What to work on
For any picture in the lines below, please leave it out and copy the rest exactly.

(Records excerpted from a collection)
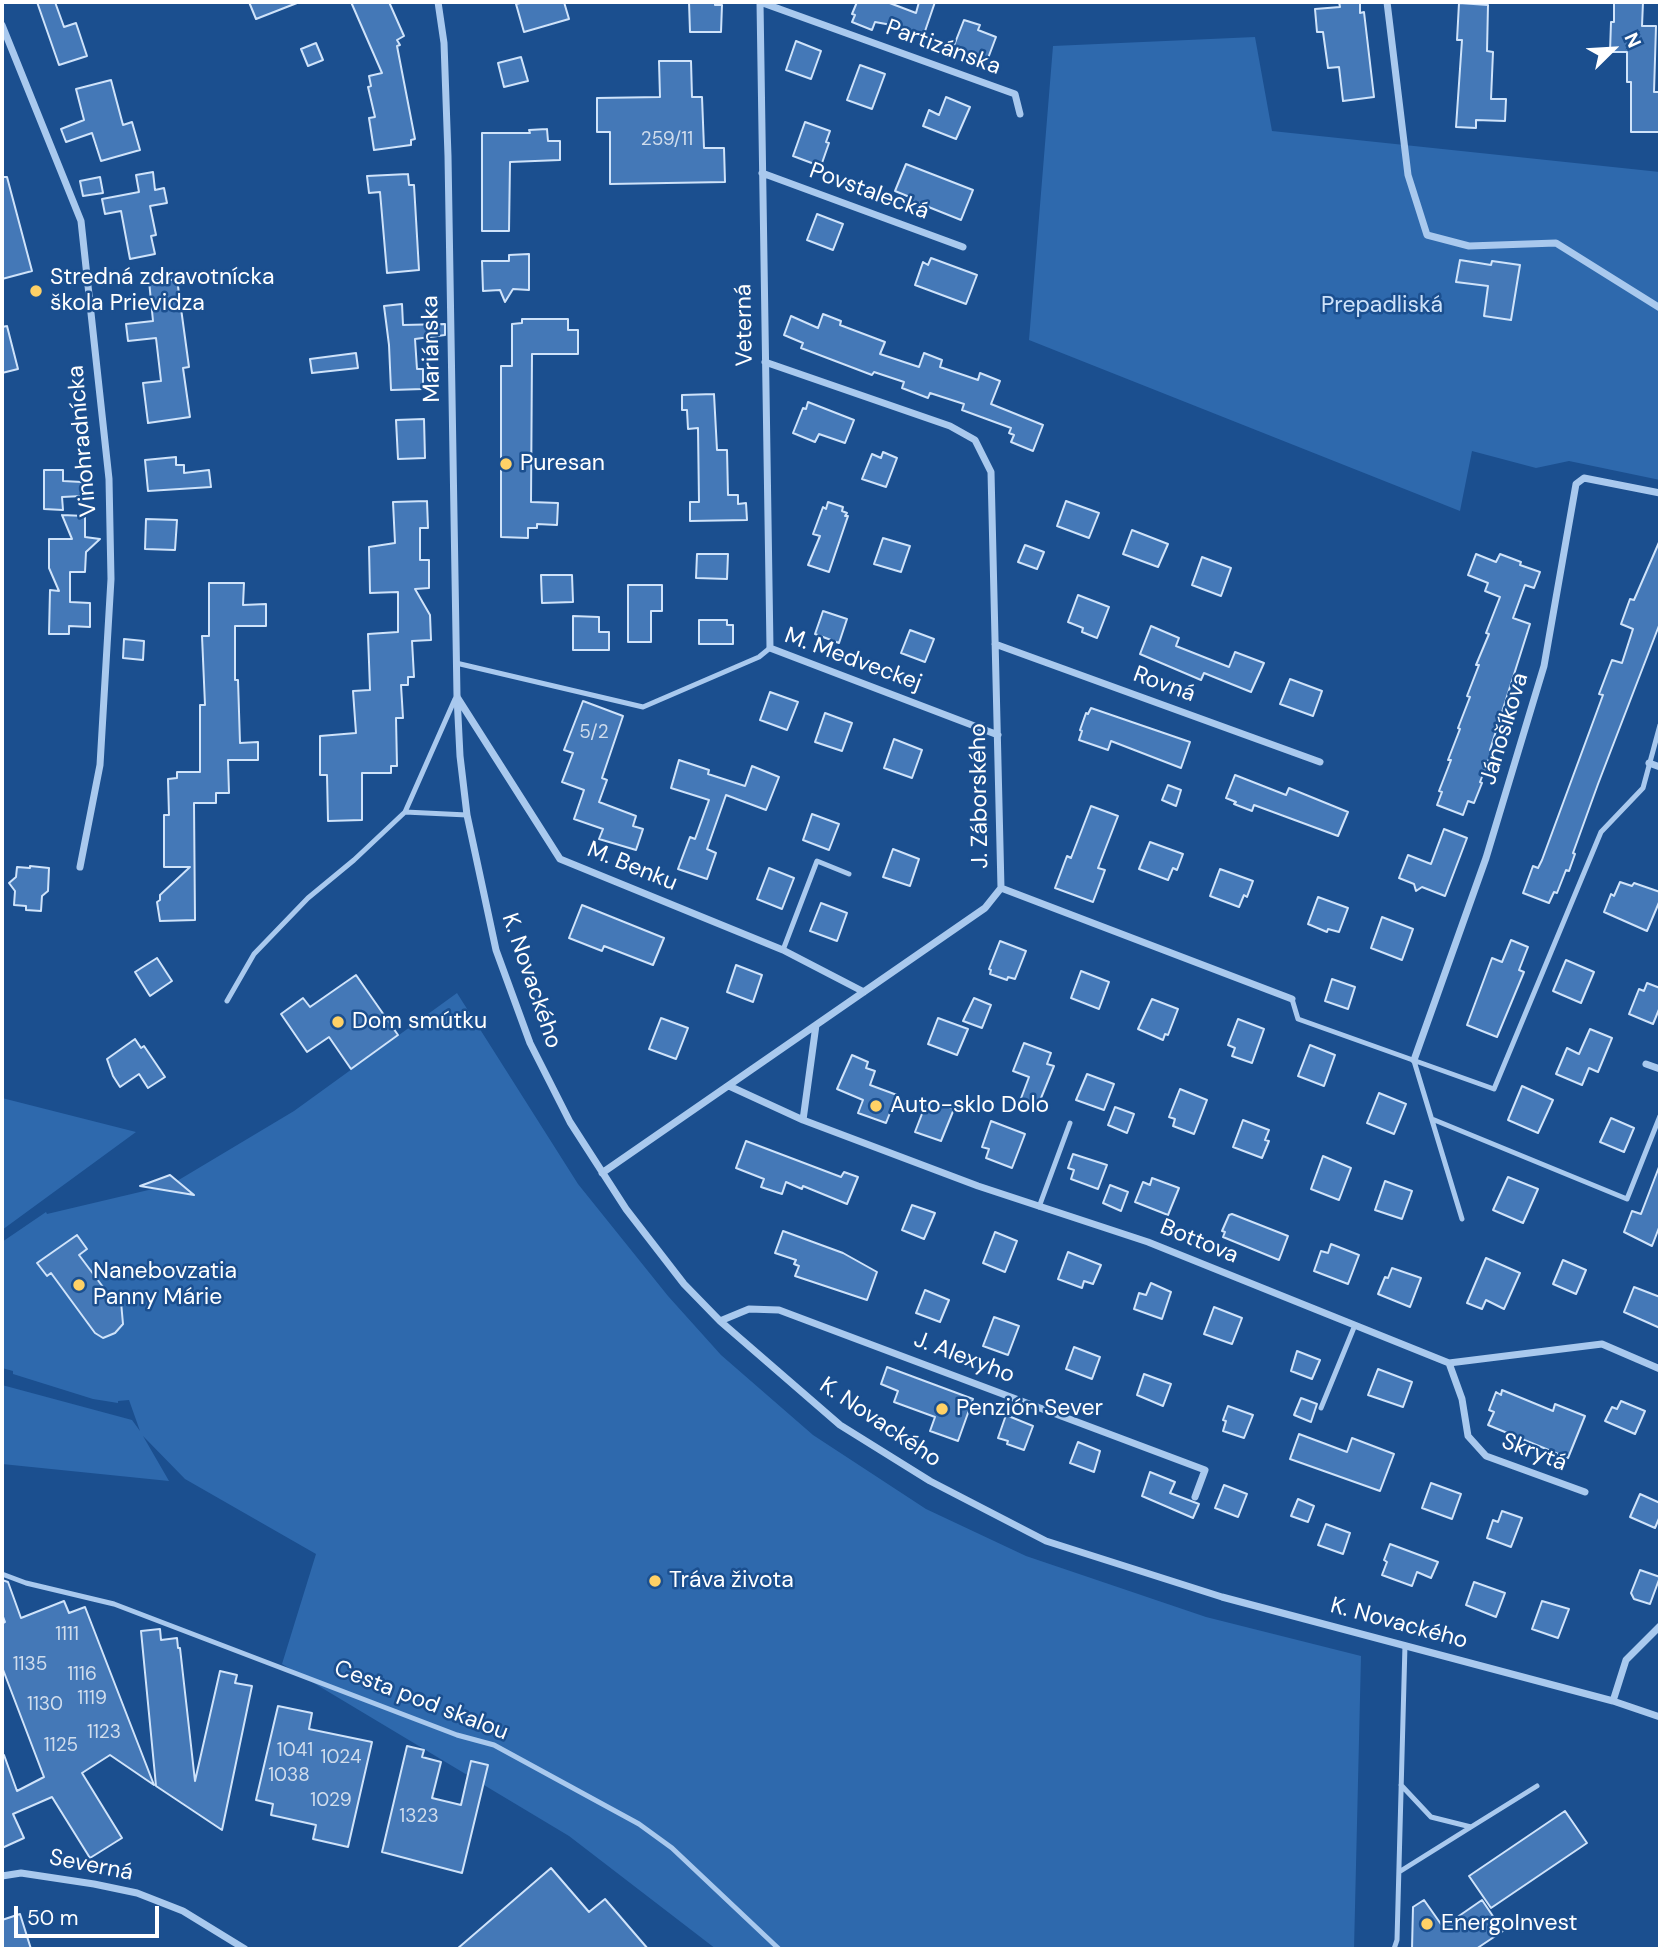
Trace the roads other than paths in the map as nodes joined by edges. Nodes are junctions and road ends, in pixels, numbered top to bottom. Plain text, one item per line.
1 (438, 2) edge
2 (760, 2) edge
3 (1387, 2) edge
4 (2, 25) edge
5 (1020, 114) dead end
6 (762, 173) junction
7 (963, 247) dead end
8 (1660, 308) edge
9 (765, 362) junction
10 (1660, 493) edge
11 (995, 644) junction
12 (770, 648) junction
13 (456, 663) junction
14 (457, 696) junction
15 (1660, 725) edge
16 (998, 735) junction
17 (1320, 761) dead end
18 (1649, 763) junction
19 (1660, 767) edge
20 (405, 812) junction
21 (467, 815) junction
22 (80, 867) dead end
23 (849, 874) dead end
24 (1001, 888) junction
25 (783, 950) junction
26 (864, 992) junction
27 (1292, 999) joint
28 (227, 1001) dead end
29 (816, 1026) junction
30 (1414, 1060) junction
31 (1646, 1063) dead end
32 (1660, 1069) edge
33 (729, 1086) junction
34 (1660, 1116) edge
35 (1432, 1119) junction
36 (803, 1120) junction
37 (1070, 1123) dead end
38 (602, 1173) junction
39 (1039, 1206) junction
40 (1462, 1219) dead end
41 (720, 1321) junction
42 (1355, 1325) junction
43 (1449, 1363) junction
44 (1660, 1369) edge
45 (1321, 1408) dead end
46 (1585, 1492) dead end
47 (1195, 1497) dead end
48 (2, 1574) edge
49 (1660, 1626) edge
50 (1405, 1645) junction
51 (1612, 1701) junction
52 (1660, 1717) edge
53 (1401, 1785) junction
54 (1537, 1786) dead end
55 (1471, 1827) junction
56 (1399, 1872) junction
57 (2, 1876) edge
58 (244, 1949) edge
59 (779, 1949) edge
60 (1394, 1949) edge

1 - 13 street, Mariánska
2 - 5 street, Partizánska
2 - 6 street, Veterná
3 - 8 street
4 - 22 street, Vinohradnícka
6 - 7 street, Povstalecká
6 - 9 street, Veterná
9 - 11 street, J. Záborského
9 - 12 street, Veterná
10 - 30 street, Jánošíkova
11 - 16 street, J. Záborského
11 - 17 street, Rovná
12 - 13 lane, M. Medveckej
12 - 16 street, M. Medveckej
13 - 14 street, Mariánska
14 - 20 lane
14 - 21 street, K. Novackého
14 - 25 street, M. Benku
15 - 18 lane
16 - 24 street, J. Záborského
18 - 19 street
18 - 30 lane
20 - 21 lane
20 - 28 lane
21 - 38 street, K. Novackého
23 - 25 lane
24 - 26 street, J. Záborského
24 - 27 street
25 - 26 street, M. Benku
26 - 29 street, J. Záborského
27 - 30 lane
29 - 33 street, J. Záborského
29 - 36 street
30 - 35 lane
31 - 32 street
33 - 36 street, Bottova
33 - 38 street, J. Záborského
34 - 35 lane
35 - 40 lane
36 - 39 street, Bottova
37 - 39 lane
38 - 41 street, K. Novackého
39 - 42 street, Bottova
41 - 47 street, J. Alexyho
41 - 50 street, K. Novackého
42 - 43 street, Bottova
42 - 45 lane
43 - 44 street, Bottova
43 - 46 street, Skrytá
48 - 59 lane, Cesta pod skalou
49 - 51 street
50 - 51 street, K. Novackého
50 - 53 lane
51 - 52 street, K. Novackého
53 - 55 lane
53 - 56 lane
54 - 55 lane
55 - 56 lane
56 - 60 lane
57 - 58 street, Severná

Task response
Trace the roads other than paths in the map as nodes joined by edges. Nodes are junctions and road ends, in pixels, numbered top to bottom. Plain text, one item per line.
1 (438, 2) edge
2 (760, 2) edge
3 (1387, 2) edge
4 (2, 25) edge
5 (1020, 114) dead end
6 (762, 173) junction
7 (963, 247) dead end
8 (1660, 308) edge
9 (765, 362) junction
10 (1660, 493) edge
11 (995, 644) junction
12 (770, 648) junction
13 (456, 663) junction
14 (457, 696) junction
15 (1660, 725) edge
16 (998, 735) junction
17 (1320, 761) dead end
18 (1649, 763) junction
19 (1660, 767) edge
20 (405, 812) junction
21 (467, 815) junction
22 (80, 867) dead end
23 (849, 874) dead end
24 (1001, 888) junction
25 (783, 950) junction
26 (864, 992) junction
27 (1292, 999) joint
28 (227, 1001) dead end
29 (816, 1026) junction
30 (1414, 1060) junction
31 (1646, 1063) dead end
32 (1660, 1069) edge
33 (729, 1086) junction
34 (1660, 1116) edge
35 (1432, 1119) junction
36 (803, 1120) junction
37 (1070, 1123) dead end
38 (602, 1173) junction
39 (1039, 1206) junction
40 (1462, 1219) dead end
41 (720, 1321) junction
42 (1355, 1325) junction
43 (1449, 1363) junction
44 (1660, 1369) edge
45 (1321, 1408) dead end
46 (1585, 1492) dead end
47 (1195, 1497) dead end
48 (2, 1574) edge
49 (1660, 1626) edge
50 (1405, 1645) junction
51 (1612, 1701) junction
52 (1660, 1717) edge
53 (1401, 1785) junction
54 (1537, 1786) dead end
55 (1471, 1827) junction
56 (1399, 1872) junction
57 (2, 1876) edge
58 (244, 1949) edge
59 (779, 1949) edge
60 (1394, 1949) edge

1 - 13 street, Mariánska
2 - 5 street, Partizánska
2 - 6 street, Veterná
3 - 8 street
4 - 22 street, Vinohradnícka
6 - 7 street, Povstalecká
6 - 9 street, Veterná
9 - 11 street, J. Záborského
9 - 12 street, Veterná
10 - 30 street, Jánošíkova
11 - 16 street, J. Záborského
11 - 17 street, Rovná
12 - 13 lane, M. Medveckej
12 - 16 street, M. Medveckej
13 - 14 street, Mariánska
14 - 20 lane
14 - 21 street, K. Novackého
14 - 25 street, M. Benku
15 - 18 lane
16 - 24 street, J. Záborského
18 - 19 street
18 - 30 lane
20 - 21 lane
20 - 28 lane
21 - 38 street, K. Novackého
23 - 25 lane
24 - 26 street, J. Záborského
24 - 27 street
25 - 26 street, M. Benku
26 - 29 street, J. Záborského
27 - 30 lane
29 - 33 street, J. Záborského
29 - 36 street
30 - 35 lane
31 - 32 street
33 - 36 street, Bottova
33 - 38 street, J. Záborského
34 - 35 lane
35 - 40 lane
36 - 39 street, Bottova
37 - 39 lane
38 - 41 street, K. Novackého
39 - 42 street, Bottova
41 - 47 street, J. Alexyho
41 - 50 street, K. Novackého
42 - 43 street, Bottova
42 - 45 lane
43 - 44 street, Bottova
43 - 46 street, Skrytá
48 - 59 lane, Cesta pod skalou
49 - 51 street
50 - 51 street, K. Novackého
50 - 53 lane
51 - 52 street, K. Novackého
53 - 55 lane
53 - 56 lane
54 - 55 lane
55 - 56 lane
56 - 60 lane
57 - 58 street, Severná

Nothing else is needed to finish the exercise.